Even the very youngest children enjoy pouring, stirring, dumping, and concocting. These experiences provide children with opportunities to explore, wonder, and question. They learn to prepare, plan, predict, and gather important skills and information.
Create a "Mix-it" environment
The following are suggestions for inviting children to pour, stir, dump, and concoct!
As always, before introducing any material, be sure it is safe, developmentally appropriate, and supervise it accordingly.
Tray work
Trays are a wonderful platform to place different textures on to explore. Recycled foam trays, serving style trays, and old cookie sheets work well (the larger the better). Trays also support independent or small group work areas. Tray materials to explore should be nontoxic and interesting to touch, look at, and manipulate. Explore salt, sugar, flour, rice, lentils, glitter, sequins, confetti, shaving cream, or finger paints. Add supplies to further the investigation when ready such as sticks, cups, containers with lids, pitchers (with spouts), funnels, sifters, string, feathers, magnifying glasses, and items to make impressions or manipulate the material.

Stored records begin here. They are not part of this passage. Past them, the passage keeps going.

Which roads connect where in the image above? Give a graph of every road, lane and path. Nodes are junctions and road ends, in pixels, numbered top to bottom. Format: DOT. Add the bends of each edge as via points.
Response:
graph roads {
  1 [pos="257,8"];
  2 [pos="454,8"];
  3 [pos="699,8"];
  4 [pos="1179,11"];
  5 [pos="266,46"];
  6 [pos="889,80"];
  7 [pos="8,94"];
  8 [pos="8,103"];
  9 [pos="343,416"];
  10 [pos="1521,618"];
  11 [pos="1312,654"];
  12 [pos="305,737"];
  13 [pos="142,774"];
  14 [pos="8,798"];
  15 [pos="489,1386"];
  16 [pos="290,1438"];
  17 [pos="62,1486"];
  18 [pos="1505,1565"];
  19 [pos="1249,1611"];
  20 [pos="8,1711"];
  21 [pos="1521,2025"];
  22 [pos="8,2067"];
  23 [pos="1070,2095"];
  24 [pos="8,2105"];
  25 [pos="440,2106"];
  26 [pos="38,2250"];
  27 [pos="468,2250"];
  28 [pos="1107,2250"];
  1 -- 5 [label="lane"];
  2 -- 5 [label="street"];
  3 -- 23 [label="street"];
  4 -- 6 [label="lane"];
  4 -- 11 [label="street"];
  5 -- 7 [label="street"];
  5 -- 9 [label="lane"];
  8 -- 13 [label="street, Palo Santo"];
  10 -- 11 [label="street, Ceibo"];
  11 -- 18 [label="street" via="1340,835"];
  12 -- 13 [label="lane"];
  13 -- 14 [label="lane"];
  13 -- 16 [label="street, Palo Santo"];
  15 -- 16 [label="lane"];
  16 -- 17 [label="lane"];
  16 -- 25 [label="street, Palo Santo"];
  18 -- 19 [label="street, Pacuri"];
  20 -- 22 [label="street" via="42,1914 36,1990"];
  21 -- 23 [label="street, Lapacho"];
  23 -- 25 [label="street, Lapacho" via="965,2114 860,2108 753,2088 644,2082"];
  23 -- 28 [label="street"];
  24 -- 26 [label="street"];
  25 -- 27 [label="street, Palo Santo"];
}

Tip: Have small dust pans and dust brooms on hand for children to help clean up their work areas, as well as smocks to wear.
It is important to allow children to bring materials to different areas in the room. Who says blocks have to stay in the block area? Limiting children to one area can stifle the play and exploration as well as limit social development opportunities. Of course, some limits need to be reinforced, but in most cases, play should be permitted to cross into different areas.
Color-mixing
Children can create their own palette of multiple colors.Gather easy-to-use water droppers (eye dropper style), clear containers filled with bright, primary (red, yellow, blue) water colors (try using water with added food coloring), and white ice cube trays (white trays show the colors well). Children can squeeze and drip into each square of the ice cube tray and create beautiful color hues.NOTE: It's a good idea to practice this technique with an adult first.
Encourage authentic, natural discoveries rather than telling children what to mix.You may end up with a lot of "coffee" and "asphalt gray," but the children will have a worthwhile learning experience.
Allowing children to mix and prepare the paints for the art easel or art experiences is another way to involve color mixing. Children can name their created color. Sticky labels are a great way to write color names onto their container: "Max's frog green."
Dump sites
Most children enjoy the repeated activity of gathering and dumping. Offer items such as baskets, buckets, bowls, trays, trucks, wheelbarrows, boxes, tote bags, lunch boxes, and suitcases. Have available items for dumping and loading such as blocks, recycled plastic lids, plastic fruits, people. Consider interesting items from nature that are beautiful to look at.You might offer pine cones, leaves, shells, grass clippings, small twigs, rocks, and pebbles. In addition to dumping, it is fun to add plastic gutters, cardboard tubes (rug tubes are great!), or cove molding to slide items in and through!
Concocting potions
Older children may enjoy mixing real ingredients.Gather "potion" materials on a walk: flowers, leaves, grass, dirt, rain water, herbs, pine cones, and so forth. Other interesting ingredients for potions may be scented oils (vanilla, almond, lavender), food coloring, spices (cinnamon, clove), and glitter. Provide work areas, small pitchers of water, spoons or sticks to stir, and containers to mix potions in. Recycle plastic containers, or any clear container that potions can be mixed in. Record children's recipes in a potion book!
"Mix it" environments are inviting to the senses, provoke thought, and can also be very soothing.